March 10, 2019 at 9:05 pm

Charles,

When I use =VAR.S on the data set {2,5,-1,3,4,5,0,2) I get 4.85714286 instead of 2.203892 in example 11. Why might this be the case?

Thanks
Reply
- Charles
  
  March 11, 2019 at 8:59 am
  
  Hello Ian,
  The problem is that you should use STDEV.S instead of VAR.S. This is not correctly stated on the webpage. Thank you for detecting this inconsistency. I have now corrected the error on the webpage. I appreciate your help in improving the accuracy of the website.
  Charles
  Reply
Christopher

December 14, 2018 at 4:55 pm

Sir,

I am trying to use the MAD function with currency values, but it doesn’t seem to like that. It took me an hour to think of that possibility and change the number format. Is there something I can do to make this function work with the currency format?

Thank you.

Christopher
Reply
- Charles
  
  December 15, 2018 at 9:29 am
  
  Christopher,
  I just tried using the MAD function on data that is in currency format, and it worked perfectly. If you send me an Excel file with your data, I will try to figure out what is going wrong.
  Charles
  Reply
Sun Kim

September 17, 2018 at 9:34 am

Charles,
It seems that I am not able to take advantage of any functions Real Statistics has. This does not seems to be limited to =VARCOL() as I initially asked. I was testing RNG function in Ex 9. The value returned as #Name?. I am afraid that I would come across the same value for other customized functions.

Let me explain how I downloaded and installed the Real Statistics Resource Pack :
1. Downloaded from the web.
2. Saved the file into the recommended directory under Microsoft/AddIns
3. Confirmed that the Solver Add-in box has been selected.
4. Selected Analysis ToolPak and Analysis ToolPk-VBA
5. Selected Realstats.

Any steps I missed and did wrogn?
-Sun
Reply
- Charles
  
  September 17, 2018 at 10:58 am
  
  Sun,
  The list of actions looks correct (except that item #4 is not necessary), assuming that “selected” means that you put a check mark next to it in the list of addins.
  In any case, something must be wrong since the #NAME? value indicates that the Real Statistics software was not installed.
  Charles
  Reply
  - Sun Kim
    
    September 17, 2018 at 3:30 pm
    
    Charles,
    I deleted and reloaded without step #4. Now, it works.
    
    Thank you!
    -Sun
    Reply
    - Charles
      
      September 17, 2018 at 4:40 pm
      
      Sun,
      Good to hear.
      Charles
      Reply
Sun Kim

September 14, 2018 at 9:13 am

Charles,
I have a problem producing the same results using the formula VARCOL as you explained.

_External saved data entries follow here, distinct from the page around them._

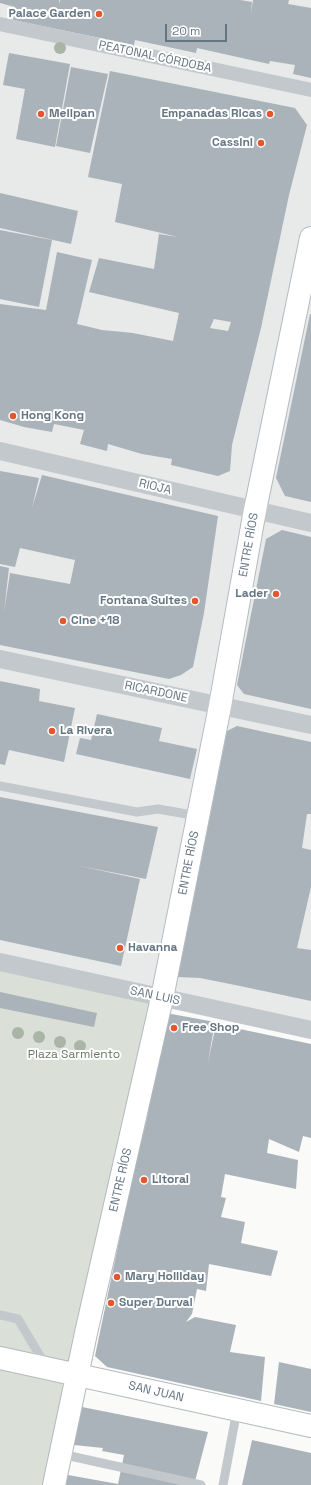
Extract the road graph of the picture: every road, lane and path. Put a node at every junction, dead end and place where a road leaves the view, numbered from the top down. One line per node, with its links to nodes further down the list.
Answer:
1 (0, 24): 2 (street, PEATONAL CÓRDOBA)
2 (311, 90)
3 (311, 238): 5 (main road, ENTRE RÍOS)
4 (0, 451): 5 (street, RIOJA)
5 (255, 510): 6 (street, RIOJA); 8 (main road, ENTRE RÍOS)
6 (311, 523)
7 (0, 659): 8 (street, RICARDONE)
8 (220, 706): 9 (street, RICARDONE); 11 (main road, ENTRE RÍOS)
9 (311, 725)
10 (0, 786): 11 (lane)
11 (198, 816): 13 (main road, ENTRE RÍOS)
12 (0, 962): 13 (street, SAN LUIS)
13 (162, 998): 14 (street, SAN LUIS); 18 (main road, ENTRE RÍOS)
14 (311, 1030)
15 (0, 1315): 17 (lane)
16 (0, 1358): 17 (main road, SAN JUAN)
17 (48, 1368): 18 (main road, SAN JUAN)
18 (78, 1375): 19 (main road, SAN JUAN); 21 (main road, ENTRE RÍOS)
19 (237, 1410): 20 (main road, SAN JUAN); 24 (lane)
20 (311, 1426)
21 (61, 1454): 22 (main road, ENTRE RÍOS); 23 (lane)
22 (54, 1485)
23 (201, 1485)
24 (223, 1485)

I placed the cursor on the cell J15 and typed the formula with the range specified in Example 3 with Ctl+Shft+Enter closing. The answer came back with #Name?. I checked “AddIn” to ensure that real stat is available in my computer.
Reply
- Charles
  
  September 14, 2018 at 10:24 am
  
  Sun Kim,
  The VARCOL function is working correctly on my computer. What do you see when you enter the formula =VER() on your computer?
  Charles
  Reply
  - Sun Kim
    
    September 17, 2018 at 6:10 am
    
    Did you mean =VAR()? If I choose only one column, then I have the correct variance as you have in the example. But if I choose more than one column (ie, =VARCOL()) , then it came back with an error value (ie, #Name?)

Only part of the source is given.